Resiliente Architektur

Im Gespräch mit Uta Pottgiesser und Jörg Finkbeiner erörterte Fachjournalist Tim Westphal Aspekte ressourcenschonender und dauerhafter Architektur. a3Bau-Autor Alexander Peer fasst ein best-of dieses Talks zusammen.

Porträt PottgiesserUta Pottgiesser ist unter anderem seit 2004 Professorin für „Baukonstruktion und Baustoffe“ an der TH OWL, seit 2018 Inhaberin des Lehrstuhls für „Heritage and Technology“ an der TU Delft und Vorsitzende von DOCOMOMO International.

Porträt FinkbeinerJörg Finkbeiner ist seit 2006 Geschäftsführer und Büropartner von Partner & Partner Architekten in Berlin, war viele Jahre in der Lehre tätig und ist seit 2011 „Cradle-to-Cradle“-Consultant.

Das komplette Interview zum Nachhören

a3 Bau/Tim Westphal: Frau Pottgiesser, wie groß ist die Achtung vor den Gebäuden der jüngeren Architekturgeschichte in der Gesellschaft – im Speziellen beim Bestand nach 1945? Und was sind hier die Herausforderungen?

Pottgiesser: Im Allgemeinen und aktuell ist die Wertschätzung in der Gesellschaft noch sehr gering, abgesehen von einzelnen Gebäuden vielleicht. Wir haben vor Kurzem in einem Treffen der deutschen Docomomo-Arbeitsgruppe zusammengesessen. Dabei ging es darum, wie Gebäude zu beschreiben sind, die wir für einen internationalen Bauwerks-Katalog zusammenstellen wollen. Unsere Arbeitsgruppe hat dabei sehr bewusst vor allem Nachkriegsgebäude erwähnt. Wir denken dann oft an die Ikonen, die herausragenden Gebäude. Wohl jeder kennt beispielsweise die Philharmonie, die Neue Nationalgalerie, die Akademie der Künste in Berlin oder das Olympiastadion in München. Wenn solche „Highlights“ aufgerufen werden, ist das etwas Besonderes. Dennoch bleibt festzustellen, dass der Gebäudebestand aus der Nachkriegszeit zu einem sehr großen Teil aus eher gewöhnlichen Bauwerken besteht. Nehmen wir den Wohnungsbau, der in den Fünfziger- und Sechzigerjahren entstanden ist. Diese Zeit wird oft als Zeit des Mangels beschrieben. Trotzdem wurden diese Gebäude effizient und in traditioneller Bauweise errichtet. Hierbei entstanden mit geringem Flächenaufwand recht hochwertige Wohnräume. Typologisch und in sozialer Hinsicht hat man mit diesen Bauten an die Moderne der Vorkriegszeit angeknüpft. Konzeptionell, anders von der Bauaufgabe und der Bauweise, stellen sich die Bauten der Sechziger- und Siebzigerjahre dar. In der Öffentlichkeit werden diese Gebäude ebenfalls als nicht so hochwertig angesehen, oft wegen der eingesetzten Materialien, hoher Vorfertigungsgrade und geringer Energieeffizienz. Diese Einschätzung ist aber nur selten gerechtfertigt, denn auch in dieser Zeit sind innovative und funktionale Wohnungsbauten entstanden.
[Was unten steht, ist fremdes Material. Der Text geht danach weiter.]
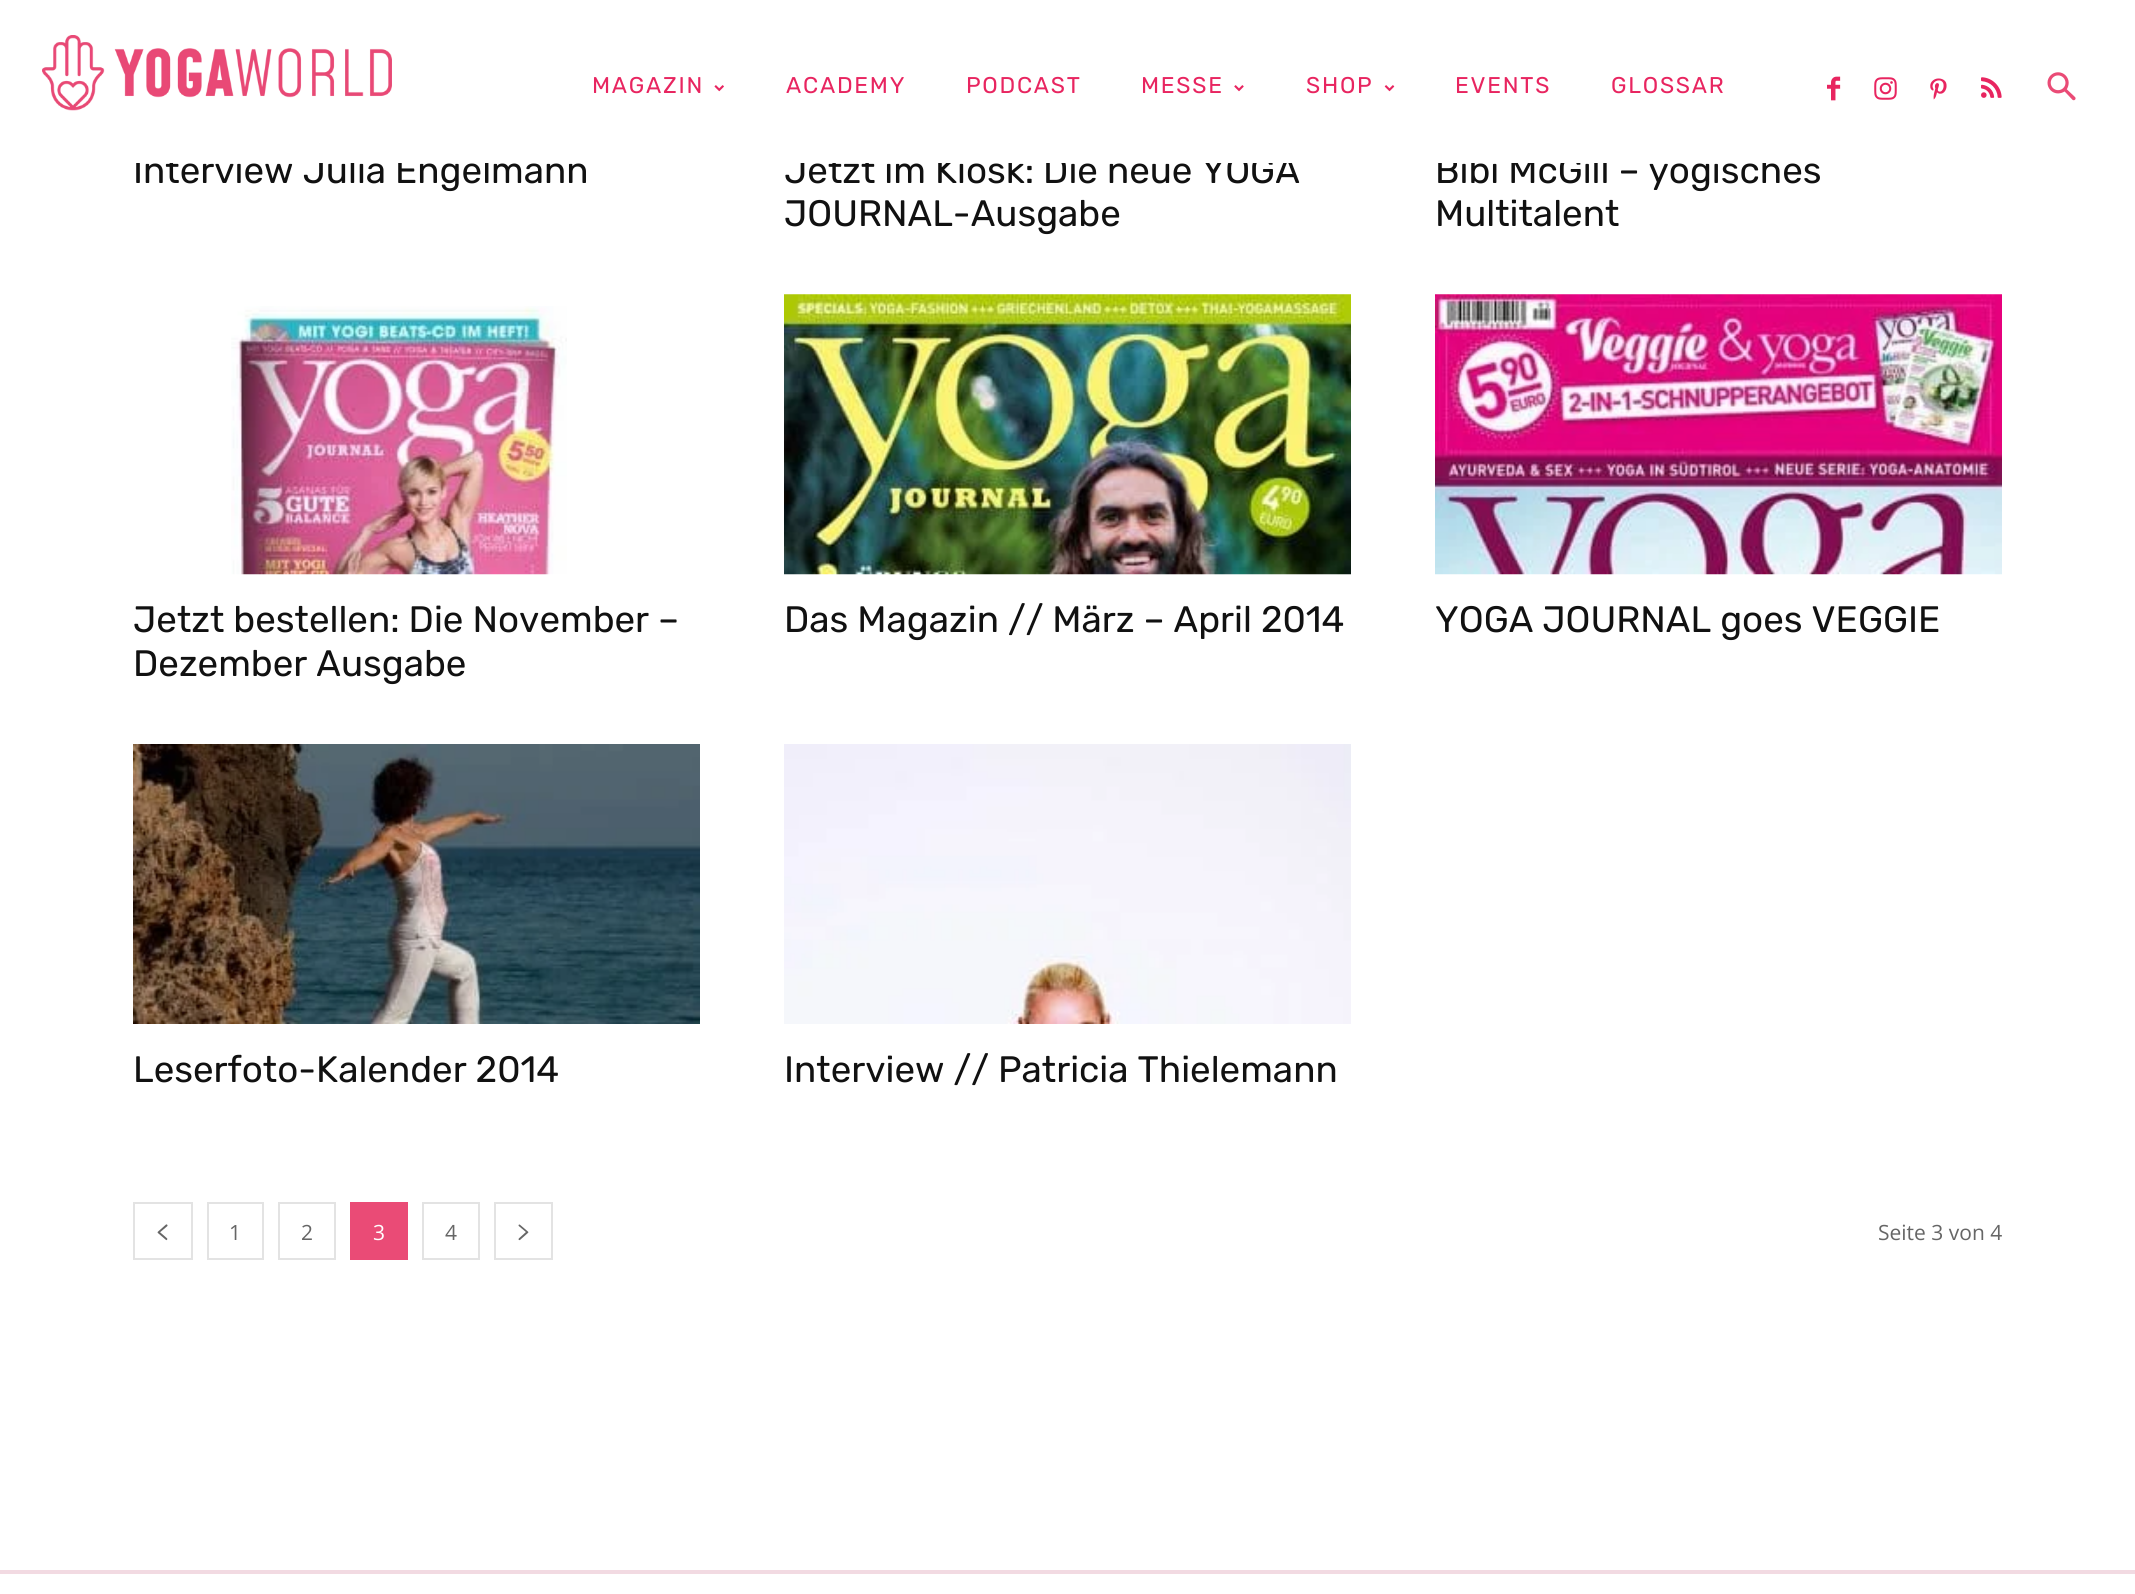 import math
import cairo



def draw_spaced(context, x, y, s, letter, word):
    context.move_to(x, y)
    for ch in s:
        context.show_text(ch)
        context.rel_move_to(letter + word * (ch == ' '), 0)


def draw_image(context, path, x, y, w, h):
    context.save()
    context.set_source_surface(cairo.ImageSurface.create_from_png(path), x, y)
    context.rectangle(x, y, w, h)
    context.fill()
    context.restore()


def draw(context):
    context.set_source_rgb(1, 1, 1)
    context.paint()
    draw_image(context, "images/1.png", 42, 35, 350, 76)
    draw_image(context, "images/2.png", 714, 85, 10, 7)
    draw_image(context, "images/3.png", 1234, 85, 10, 7)
    draw_image(context, "images/4.png", 1384, 85, 11, 7)
    draw_image(context, "images/5.png", 1827, 76, 14, 25)
    draw_image(context, "images/6.png", 1874, 77, 23, 23)
    draw_image(context, "images/7.png", 1930, 78, 17, 22)
    draw_image(context, "images/8.png", 1981, 77, 21, 21)
    draw_image(context, "images/9.png", 2047, 72, 29, 29)
    draw_image(context, "images/10.png", 231, 306, 336, 269)
    draw_image(context, "images/11.png", 784, 294, 567, 281)
    draw_image(context, "images/12.png", 1435, 294, 567, 281)
    draw_image(context, "images/13.png", 133, 744, 567, 280)
    draw_image(context, "images/14.png", 784, 744, 567, 280)
    context.rectangle(134, 1203, 58, 56)
    context.set_source_rgb(227 / 255, 227 / 255, 227 / 255)
    context.stroke()
    draw_image(context, "images/15.png", 157, 1224, 11, 17)
    context.rectangle(208, 1203, 55, 56)
    context.stroke()
    context.rectangle(279, 1203, 56, 56)
    context.stroke()
    context.set_source_rgb(234 / 255, 75 / 255, 118 / 255)
    context.rectangle(350, 1202, 58, 58)
    context.fill()
    context.rectangle(423, 1203, 56, 56)
    context.set_source_rgb(227 / 255, 227 / 255, 227 / 255)
    context.stroke()
    context.rectangle(495, 1203, 57, 56)
    context.stroke()
    draw_image(context, "images/16.png", 518, 1224, 11, 17)
    context.set_source_rgb(242 / 255, 218 / 255, 226 / 255)
    context.rectangle(0, 1570, 2135, 4)
    context.fill()
    context.select_font_face("Rubik")
    context.set_font_size(22.75)
    context.set_source_rgb(232 / 255, 37 / 255, 96 / 255)
    draw_spaced(context, 592, 93, "MAGAZIN", 1.75, 0)
    draw_spaced(context, 786, 93, "ACADEMY", 1.75, 0)
    draw_spaced(context, 966, 93, "PODCAST", 1.75, 0)
    draw_spaced(context, 1141, 93, "MESSE", 1.75, 0)
    draw_spaced(context, 1306, 93, "SHOP", 1.75, 0)
    draw_spaced(context, 1455, 93, "EVENTS", 1.75, 0)
    draw_spaced(context, 1611, 93, "GLOSSAR", 1.75, 0)
    context.set_font_size(36.75)
    context.set_source_rgb(17 / 255, 17 / 255, 17 / 255)
    context.move_to(133, 183)
    context.show_text("Interview Julia Engelmann")
    context.move_to(784, 183)
    context.show_text("Jetzt im Kiosk: Die neue YOGA")
    context.move_to(784, 226)
    context.show_text("JOURNAL-Ausgabe")
    context.move_to(1435, 183)
    context.show_text("Bibi McGill – yogisches")
    context.set_source_rgb(1, 1, 1)
    context.rectangle(136, 156, 1631, 7)
    context.fill()
    context.set_source_rgb(17 / 255, 17 / 255, 17 / 255)
    context.move_to(1435, 226)
    context.show_text("Multitalent")
    context.move_to(133, 632)
    context.show_text("Jetzt bestellen: Die November –")
    context.move_to(133, 676)
    context.show_text("Dezember Ausgabe")
    context.move_to(784, 632)
    context.show_text("Das Magazin // März – April 2014")
    context.move_to(1435, 632)
    context.show_text("YOGA JOURNAL goes VEGGIE")
    context.move_to(133, 1082)
    context.show_text("Leserfoto-Kalender 2014")
    context.move_to(784, 1082)
    context.show_text("Interview // Patricia Thielemann")
    context.select_font_face("Open Sans")
    context.set_font_size(21)
    context.set_source_rgb(102 / 255, 102 / 255, 102 / 255)
    context.move_to(229, 1240)
    context.show_text("1")
    context.move_to(301, 1240)
    context.show_text("2")
    context.set_source_rgb(1, 1, 1)
    context.move_to(373, 1240)
    context.show_text("3")
    context.set_source_rgb(102 / 255, 102 / 255, 102 / 255)
    context.move_to(445, 1240)
    context.show_text("4")
    context.move_to(1878, 1240)
    context.show_text("Seite 3 von 4")


surface = cairo.ImageSurface(cairo.Format.RGB24, 2135, 1594)
context = cairo.Context(surface)
options = cairo.FontOptions()
options.set_hint_metrics(cairo.HintMetrics.OFF)
options.set_hint_style(cairo.HintStyle.NONE)
context.set_font_options(options)
context.set_miter_limit(4)
draw(context)
surface.write_to_png("out.png")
Herr Finkbeiner, warum empfinden im Umkehrschluss so viele die Architektur der vergangenen Jahrhunderte – Renaissance, Barock, Jugendstil – als viel erhaltenswerter als die jüngere Architektur?

Finkbeiner: Das ist eine sehr interessante Frage. Spontan fällt mir dazu eine Rede von Wolfgang Thierse im Deutschen Bundestag ein, in der Diskussion über die Wiedererrichtung des Berliner Stadtschlosses. Er meinte damals sinngemäß, er sei für den Nachbau, denn „moderne Architektur“ hätten wir am Potsdamer Platz jetzt genug! Dass man die Debatte damit ein wenig eindimensional führt, mag in der Natur der Sache liegen. Aber vielleicht spiegelt das unsere Gesellschaft in der aktuellen Situation wider: Wir befinden uns inmitten einer umfassenden Transformation. Alles ist in Bewegung, das sorgt ebenso für Verunsicherung. Vielleicht führt das zu einem gewissen nostalgischen Reflex, nach dem Motto „früher war alles besser“. In den 1950er und 1960er Jahren standen Gründerzeit-Bauten am Prenzlauer Berg in Berlin nicht so hoch im Kurs wie heute: knarzende Dielen, dreieinhalb Meter hohe Decken… Man wollte lieber zentralgeheizte Wohnungen mit fließendem Warmwasser. Daher kann man nicht pauschal sagen, dass die aktuelle Haltung zu historischer Architektur eine grundsätzliche wäre, sondern sie ist eher eine Haltung des herrschenden Zeitgeists.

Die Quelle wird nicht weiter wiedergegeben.